Выбрать главу

В начале 80-х Гао в одночасье прославился пьесой “Автобусная остановка”, которую называли китайским вариантом беккетовского шедевра “В ожидании Годо”. На волне успеха Гао успел выпустить несколько книг, включая сборник эссе о современной западной литературе. Но вскоре на него обрушилась официальная критика.
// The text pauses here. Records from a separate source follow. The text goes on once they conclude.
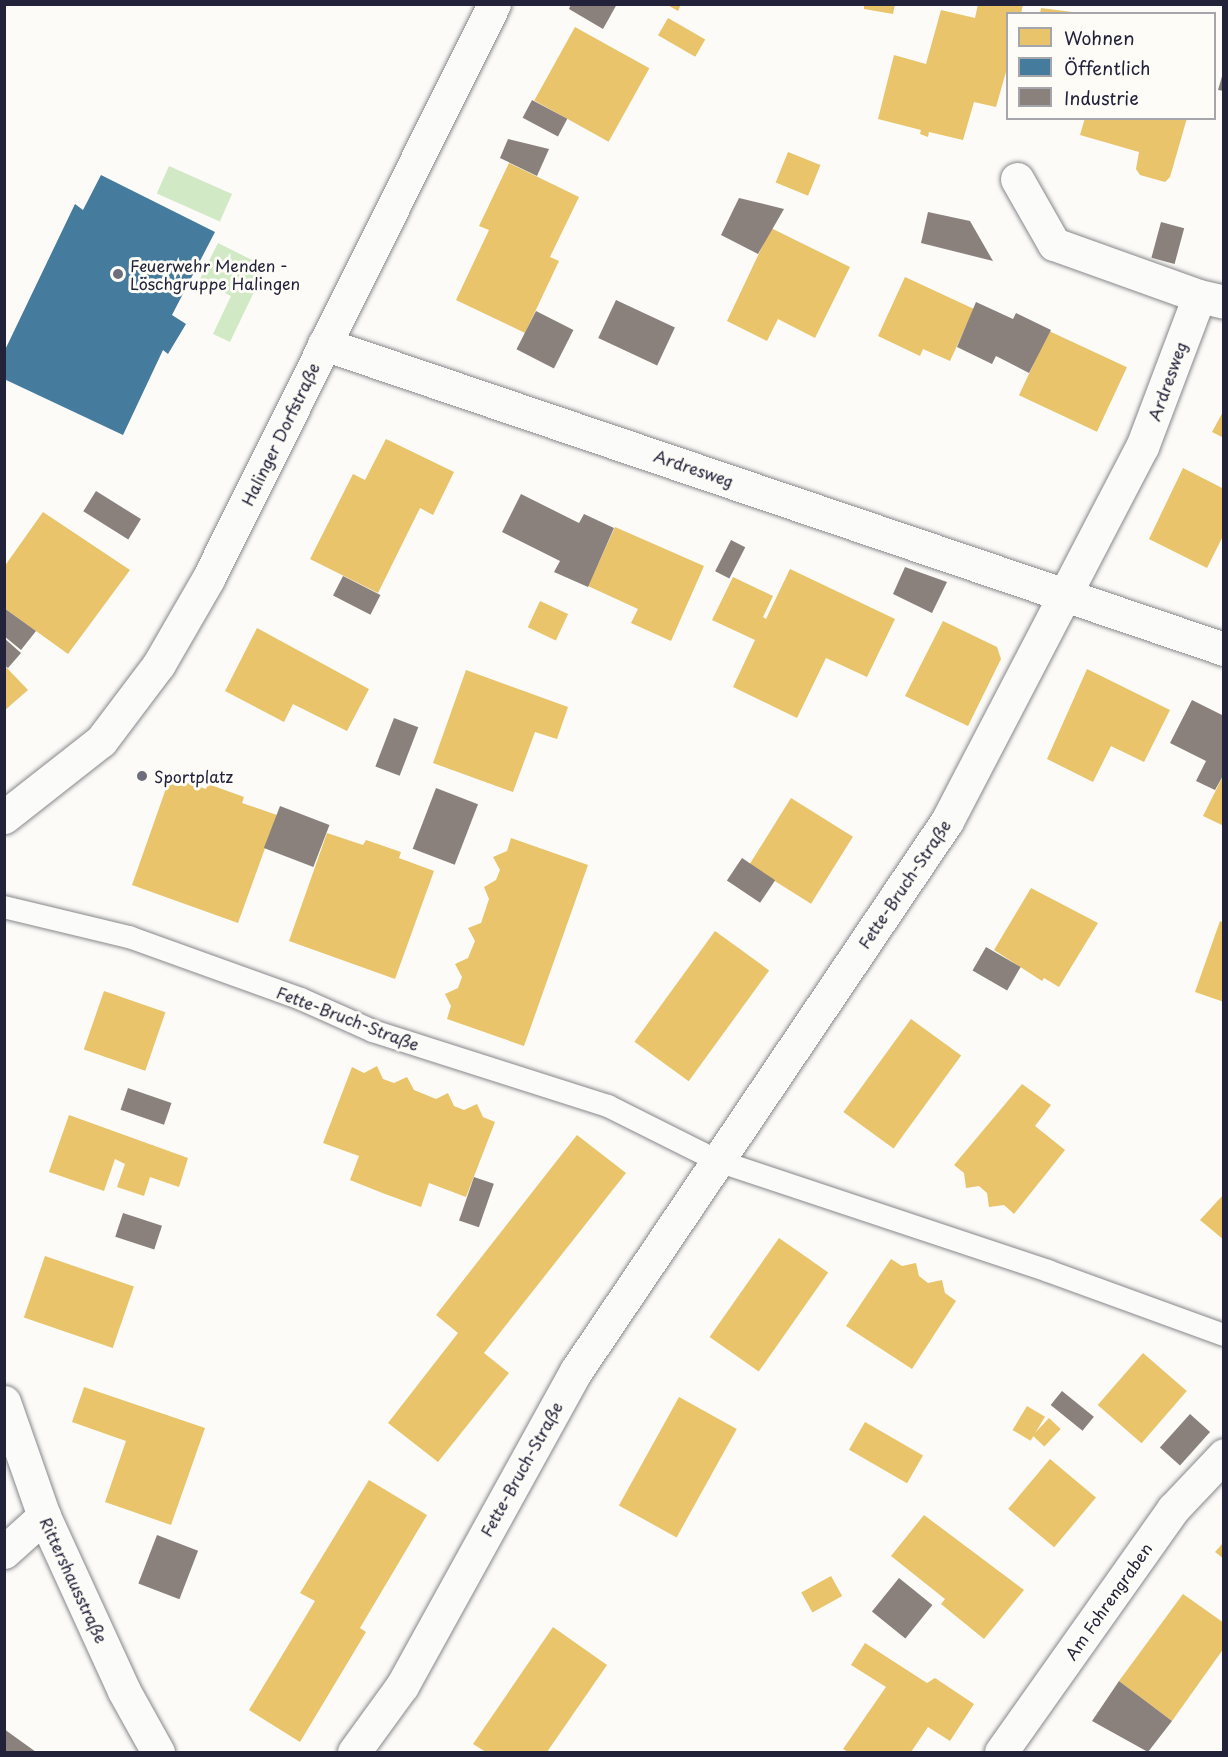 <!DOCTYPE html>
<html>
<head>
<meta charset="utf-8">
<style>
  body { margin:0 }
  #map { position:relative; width:1228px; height:1757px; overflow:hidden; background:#fcfbf8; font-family:"Playpen Sans",sans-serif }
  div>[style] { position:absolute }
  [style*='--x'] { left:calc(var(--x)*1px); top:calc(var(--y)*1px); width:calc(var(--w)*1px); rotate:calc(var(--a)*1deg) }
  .green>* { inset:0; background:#d1e9c4; transform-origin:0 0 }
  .homes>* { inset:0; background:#e9c46a; transform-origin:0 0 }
  .public>* { inset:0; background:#457b9d }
  .industry>* { inset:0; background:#8a817c; transform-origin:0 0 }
  .roads { filter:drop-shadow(0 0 2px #88888c) drop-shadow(0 0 2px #88888c) }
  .service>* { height:22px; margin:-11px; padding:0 11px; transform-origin:11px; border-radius:11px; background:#fbfbf9 }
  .minor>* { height:33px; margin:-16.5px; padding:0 16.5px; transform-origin:16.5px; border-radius:16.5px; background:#fbfbf9 }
  .dots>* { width:16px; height:16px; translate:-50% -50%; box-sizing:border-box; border:3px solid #fdfcf7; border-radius:50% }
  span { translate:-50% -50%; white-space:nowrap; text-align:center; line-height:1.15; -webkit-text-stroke:6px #fdfcf7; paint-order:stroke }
  .poi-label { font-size:16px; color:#22223b }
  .left { translate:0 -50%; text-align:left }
  .street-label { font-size:16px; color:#22223b }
  .frame { position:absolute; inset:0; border:6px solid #22223b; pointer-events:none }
  .legend { position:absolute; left:1006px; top:12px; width:210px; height:108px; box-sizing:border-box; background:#fdfcf7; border:2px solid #a5a5ac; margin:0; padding:8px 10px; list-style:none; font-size:18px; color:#22223b }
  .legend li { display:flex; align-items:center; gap:12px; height:30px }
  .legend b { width:30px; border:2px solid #a5a5ac }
</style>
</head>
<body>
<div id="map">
  <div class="green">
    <div style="left:169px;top:166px;width:69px;height:30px;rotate:24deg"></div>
    <div style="clip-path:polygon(218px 243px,266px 267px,230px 342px,213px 334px,231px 296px,199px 281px)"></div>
  </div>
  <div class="homes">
    <div style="clip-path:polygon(666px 4px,681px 4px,678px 11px)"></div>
    <div style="clip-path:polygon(864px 4px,895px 4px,893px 14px,864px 9px)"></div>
    <div style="clip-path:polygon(978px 4px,1023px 4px,1021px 14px,1008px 14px,1008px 65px,996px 107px,974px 102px,963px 140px,929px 132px,928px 137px,920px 134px,921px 130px,878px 119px,894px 55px,926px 64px,941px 10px,975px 18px)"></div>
    <div style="clip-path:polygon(1041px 8px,1072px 12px,1072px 14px,1040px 14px)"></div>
    <div style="left:668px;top:18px;width:43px;height:20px;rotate:30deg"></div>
    <div style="left:575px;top:27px;width:85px;height:84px;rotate:29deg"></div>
    <div style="clip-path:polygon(1085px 118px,1187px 118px,1170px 177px,1165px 182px,1140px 175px,1136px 169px,1139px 152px,1080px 135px)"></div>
    <div style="left:788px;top:152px;width:35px;height:33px;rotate:22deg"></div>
    <div style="clip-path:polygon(509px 163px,579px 197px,550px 257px,559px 261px,525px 333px,456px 300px,489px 230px,479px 226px)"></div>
    <div style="clip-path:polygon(771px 228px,850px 267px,815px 338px,778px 319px,767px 341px,727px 321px)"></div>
    <div style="clip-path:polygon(905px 277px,974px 309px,950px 361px,923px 349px,920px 356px,878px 336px)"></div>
    <div style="left:1049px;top:331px;width:86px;height:71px;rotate:25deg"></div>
    <div style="clip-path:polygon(1224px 410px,1224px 438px,1212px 432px)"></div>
    <div style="clip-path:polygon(386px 439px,454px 472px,433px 515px,420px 508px,378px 593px,310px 559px,353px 474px,365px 480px)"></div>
    <div style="clip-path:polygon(1183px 468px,1224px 489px,1224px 534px,1207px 568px,1149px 539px)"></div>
    <div style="clip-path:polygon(43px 512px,130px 570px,68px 654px,4px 608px,4px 567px)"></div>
    <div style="clip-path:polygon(615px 527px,704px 566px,671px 641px,631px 623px,638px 609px,588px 586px)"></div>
    <div style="clip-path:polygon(790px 569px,895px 619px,867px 677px,826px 658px,797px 718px,733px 687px,755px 640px,712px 620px,733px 577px,773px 596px,763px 617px,766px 619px)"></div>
    <div style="left:540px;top:601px;width:31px;height:29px;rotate:25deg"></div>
    <div style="clip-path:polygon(943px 621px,997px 647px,1001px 659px,968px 726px,905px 696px)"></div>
    <div style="clip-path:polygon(257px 628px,369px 689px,347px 731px,293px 704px,284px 722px,225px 691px)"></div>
    <div style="clip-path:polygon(4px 665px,28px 690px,4px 711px)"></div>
    <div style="clip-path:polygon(1087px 669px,1170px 710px,1144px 762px,1111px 746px,1093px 782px,1047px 759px)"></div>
    <div style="clip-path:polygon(466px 670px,568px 707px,557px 739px,535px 732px,513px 792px,433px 763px)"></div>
    <div style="clip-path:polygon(1224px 774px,1224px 826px,1203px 816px)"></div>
    <div style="clip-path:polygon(170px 777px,206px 789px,208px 784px,244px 797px,242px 803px,277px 815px,238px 923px,132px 885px)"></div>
    <div style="left:791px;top:798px;width:73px;height:79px;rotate:32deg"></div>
    <div style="clip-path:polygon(327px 833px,363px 845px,366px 840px,401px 852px,399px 858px,434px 871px,395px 979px,289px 941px)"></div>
    <div style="clip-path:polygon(511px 838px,588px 865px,524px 1046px,447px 1019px,451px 1006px,445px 994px,458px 988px,462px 977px,455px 964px,468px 958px,475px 941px,468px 928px,481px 923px,489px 899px,484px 887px,496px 880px,500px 870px,493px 857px,507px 851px)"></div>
    <div style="clip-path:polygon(1031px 888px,1098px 923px,1059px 987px,1044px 978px,1042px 981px,994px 950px)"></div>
    <div style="clip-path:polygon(1220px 921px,1224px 923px,1224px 1002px,1195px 992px)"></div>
    <div style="left:715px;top:931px;width:67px;height:137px;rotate:36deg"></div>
    <div style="left:104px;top:991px;width:65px;height:62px;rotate:19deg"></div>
    <div style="left:911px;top:1019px;width:62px;height:115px;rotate:36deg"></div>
    <div style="clip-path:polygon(377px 1066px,383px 1079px,394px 1083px,407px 1077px,414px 1090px,436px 1099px,448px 1093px,454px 1106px,464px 1110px,477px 1104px,483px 1117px,495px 1122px,466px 1197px,429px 1183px,421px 1207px,385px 1194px,350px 1180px,359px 1156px,323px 1143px,352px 1067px,364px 1073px)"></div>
    <div style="clip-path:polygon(1022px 1084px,1051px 1105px,1035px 1126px,1065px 1150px,1014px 1214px,1004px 1205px,989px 1207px,987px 1193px,979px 1186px,966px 1188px,964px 1173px,954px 1165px)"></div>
    <div style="clip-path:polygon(69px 1115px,188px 1158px,179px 1187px,150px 1177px,144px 1196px,117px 1187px,125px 1164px,115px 1159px,104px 1191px,49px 1172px)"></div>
    <div style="clip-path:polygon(577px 1135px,626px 1173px,484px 1353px,509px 1373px,438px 1462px,388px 1423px,458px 1333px,436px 1315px)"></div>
    <div style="clip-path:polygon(1224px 1194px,1224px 1240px,1200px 1220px)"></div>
    <div style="left:779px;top:1238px;width:60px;height:121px;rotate:35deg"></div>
    <div style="left:45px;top:1256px;width:94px;height:65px;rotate:19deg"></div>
    <div style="clip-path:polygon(891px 1259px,902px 1266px,916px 1263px,919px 1276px,928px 1283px,942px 1280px,945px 1293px,956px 1301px,912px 1369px,846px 1326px)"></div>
    <div style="left:1143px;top:1353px;width:58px;height:69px;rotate:41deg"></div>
    <div style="clip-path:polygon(84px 1387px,205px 1428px,171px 1525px,105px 1502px,126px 1441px,72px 1422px)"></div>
    <div style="left:679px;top:1397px;width:66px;height:124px;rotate:29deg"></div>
    <div style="left:1027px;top:1406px;width:21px;height:28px;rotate:31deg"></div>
    <div style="left:1049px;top:1418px;width:16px;height:24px;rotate:43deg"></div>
    <div style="left:865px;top:1422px;width:67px;height:32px;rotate:30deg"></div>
    <div style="left:1050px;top:1459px;width:60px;height:65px;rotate:40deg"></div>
    <div style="clip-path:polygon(369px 1480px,427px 1515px,360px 1628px,366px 1632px,300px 1742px,249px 1710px,315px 1601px,300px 1593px)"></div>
    <div style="clip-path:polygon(924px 1515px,1024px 1590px,984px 1639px,941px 1604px,945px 1599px,891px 1556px)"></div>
    <div style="clip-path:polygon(1224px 1542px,1224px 1559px,1215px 1552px)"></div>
    <div style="left:831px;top:1576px;width:23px;height:34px;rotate:61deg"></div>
    <div style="clip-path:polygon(1183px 1594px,1224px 1623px,1224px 1648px,1172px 1721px,1119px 1681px)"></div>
    <div style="clip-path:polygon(553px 1627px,607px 1665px,547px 1752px,486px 1752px,473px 1744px)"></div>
    <div style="clip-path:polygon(865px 1643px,927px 1683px,935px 1678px,974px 1704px,950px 1741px,928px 1727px,911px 1752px,848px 1752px,843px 1749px,886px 1687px,851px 1665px)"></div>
  </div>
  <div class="public">
    <div style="clip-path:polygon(101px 175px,215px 232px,172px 315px,186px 324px,168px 354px,163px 350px,123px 435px,4px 379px,4px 352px,75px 204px,83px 210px)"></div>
  </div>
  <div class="industry">
    <div style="clip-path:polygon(571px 4px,617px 4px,603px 29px,569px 9px)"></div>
    <div style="clip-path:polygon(1223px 73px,1224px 73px,1224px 91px,1218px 90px)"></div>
    <div style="left:532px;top:100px;width:40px;height:20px;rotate:28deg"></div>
    <div style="clip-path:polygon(508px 139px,549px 149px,537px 176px,500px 158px)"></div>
    <div style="clip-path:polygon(739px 198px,784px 209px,758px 254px,721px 235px)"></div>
    <div style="clip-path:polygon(928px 212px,970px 221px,993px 261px,921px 243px)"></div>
    <div style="left:1161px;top:222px;width:24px;height:37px;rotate:15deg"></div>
    <div style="left:616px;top:300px;width:65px;height:42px;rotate:25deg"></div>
    <div style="clip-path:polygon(976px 302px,1013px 319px,1016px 313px,1051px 330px,1029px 373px,996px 356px,992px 364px,957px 347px)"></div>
    <div style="left:536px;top:311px;width:42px;height:43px;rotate:27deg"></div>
    <div style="left:96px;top:491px;width:53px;height:24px;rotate:32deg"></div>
    <div style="clip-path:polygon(521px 494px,579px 523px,584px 514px,614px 528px,588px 587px,554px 572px,560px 561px,502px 532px)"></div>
    <div style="left:731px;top:540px;width:16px;height:35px;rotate:27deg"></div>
    <div style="clip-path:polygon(905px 567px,947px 582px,932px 613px,893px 594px)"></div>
    <div style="left:343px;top:576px;width:42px;height:22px;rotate:27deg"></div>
    <div style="clip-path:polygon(4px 608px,36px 631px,21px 650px,4px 636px)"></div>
    <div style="clip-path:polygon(4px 638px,21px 653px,8px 668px,4px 665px)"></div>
    <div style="clip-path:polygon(1192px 700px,1224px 716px,1224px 774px,1215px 790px,1196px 781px,1206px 761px,1170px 743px)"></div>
    <div style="left:394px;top:718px;width:26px;height:52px;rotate:21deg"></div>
    <div style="left:436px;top:788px;width:45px;height:65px;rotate:21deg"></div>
    <div style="left:280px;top:806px;width:53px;height:45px;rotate:21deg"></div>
    <div style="left:742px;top:858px;width:40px;height:27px;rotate:34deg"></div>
    <div style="left:986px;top:947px;width:40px;height:27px;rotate:30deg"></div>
    <div style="left:128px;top:1088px;width:46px;height:23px;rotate:19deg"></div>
    <div style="left:474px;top:1177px;width:21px;height:46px;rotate:19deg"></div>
    <div style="left:123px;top:1213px;width:41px;height:25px;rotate:18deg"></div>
    <div style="left:1062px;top:1391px;width:41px;height:18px;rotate:39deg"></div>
    <div style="left:1190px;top:1414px;width:27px;height:45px;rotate:42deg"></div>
    <div style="left:157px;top:1535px;width:44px;height:52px;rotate:21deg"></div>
    <div style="left:899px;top:1578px;width:43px;height:43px;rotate:39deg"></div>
    <div style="clip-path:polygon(1119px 1681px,1172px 1721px,1148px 1752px,1092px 1721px)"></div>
    <div style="clip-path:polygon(4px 1729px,36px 1752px,4px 1752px)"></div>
  </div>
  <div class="roads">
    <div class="service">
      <div style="--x:4;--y:907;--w:129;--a:13.5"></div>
      <div style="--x:129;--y:937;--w:183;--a:19.8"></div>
      <div style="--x:301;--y:999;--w:79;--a:24"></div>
      <div style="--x:373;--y:1031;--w:247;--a:17.7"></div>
      <div style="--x:608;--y:1106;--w:123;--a:26.6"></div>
      <div style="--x:718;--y:1161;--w:348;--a:18.4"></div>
      <div style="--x:1048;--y:1271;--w:187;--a:20"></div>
    </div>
    <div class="minor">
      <div style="--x:1017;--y:179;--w:75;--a:60.4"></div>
      <div style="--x:1054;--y:244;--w:154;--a:19.7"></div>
      <div style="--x:324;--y:344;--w:950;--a:18.72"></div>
      <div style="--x:4;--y:817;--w:123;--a:-38.1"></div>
      <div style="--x:101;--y:741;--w:96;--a:-53"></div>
      <div style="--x:159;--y:664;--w:98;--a:-60"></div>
      <div style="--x:208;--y:579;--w:642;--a:-63.55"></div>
      <div style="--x:4;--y:1402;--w:121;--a:70.7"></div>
      <div style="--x:44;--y:1516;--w:192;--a:65.4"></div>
      <div style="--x:124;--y:1691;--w:70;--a:60.9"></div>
      <div style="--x:4;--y:1552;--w:54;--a:-42"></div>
      <div style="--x:354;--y:1752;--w:82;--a:-54"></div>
      <div style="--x:402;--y:1686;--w:360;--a:-61.1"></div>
      <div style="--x:576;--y:1371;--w:663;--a:-56"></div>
      <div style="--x:947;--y:821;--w:422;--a:-62.5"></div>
      <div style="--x:1142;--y:447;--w:161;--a:-69.3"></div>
      <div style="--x:1199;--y:296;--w:26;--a:13"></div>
      <div style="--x:1001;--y:1752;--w:298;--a:-54.7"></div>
      <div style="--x:1173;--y:1509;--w:74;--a:-46.6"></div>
    </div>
  </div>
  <div class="dots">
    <div style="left:118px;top:274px;background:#6e6e7d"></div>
    <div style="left:142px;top:776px;background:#6e6e7d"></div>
  </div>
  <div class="poi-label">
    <span class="left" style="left:130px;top:274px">Feuerwehr Menden -<br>Löschgruppe Halingen</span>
    <span class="left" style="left:154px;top:776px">Sportplatz</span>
  </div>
  <div class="street-label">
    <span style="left:1167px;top:381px;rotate:-70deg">Ardresweg</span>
    <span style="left:280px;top:434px;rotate:-64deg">Halinger Dorfstraße</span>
    <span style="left:694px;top:468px;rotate:19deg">Ardresweg</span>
    <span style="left:904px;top:884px;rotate:-56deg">Fette-Bruch-Straße</span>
    <span style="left:348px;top:1018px;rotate:21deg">Fette-Bruch-Straße</span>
    <span style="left:521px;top:1469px;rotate:-61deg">Fette-Bruch-Straße</span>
    <span style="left:74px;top:1580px;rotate:65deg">Rittershausstraße</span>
    <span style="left:1108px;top:1601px;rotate:-55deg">Am Fohrengraben</span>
  </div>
  <div class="frame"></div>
  <ul class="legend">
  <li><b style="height:16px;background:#e9c46a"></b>Wohnen</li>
  <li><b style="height:16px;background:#457b9d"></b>Öffentlich</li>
  <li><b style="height:16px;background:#8a817c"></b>Industrie</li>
  </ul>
</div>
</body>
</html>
В рамках кампании борьбы “с загрязнением идеологической среды” писателя обвиняли в отступлениях от реализма. “Автобусную остановку”, неизменно собиравшую полные залы, в печати назвали “самым вредным произведением в истории народного Китая”.

Не дожидаясь ареста, Гао скрылся в горах на юго-западных окраинах страны, в верховьях реки Янцзы. За пять месяцев он объездил на местных автобусах и исходил пешком эти все еще экзотические и труднодоступные края. В тамошних заповедных лесах живут знаменитые панды (кстати, Гао пишет, что этот добродушный на вид зверь может убить леопарда). Местное население — некитайская народность мияо — сохранило анимистические верования, древние обряды, живописные праздники, традиционные костюмы, старинные песни и шаманские культы. В горах до сих пор стоят даосские храмы. Повсюду ходят разговоры о так называемом “диком человеке”, китайском варианте непальского йетти. Он играет важную роль в творчестве Гао, который сделал из него мрачную пародию на обычного в китайской традиции мудреца, удалившегося в горы. У Гао он стал отшельником, выродившимся в дикаря. В таком виде этот образ появляется в пьесе “Дикий человек”, встречается он и в его прозе.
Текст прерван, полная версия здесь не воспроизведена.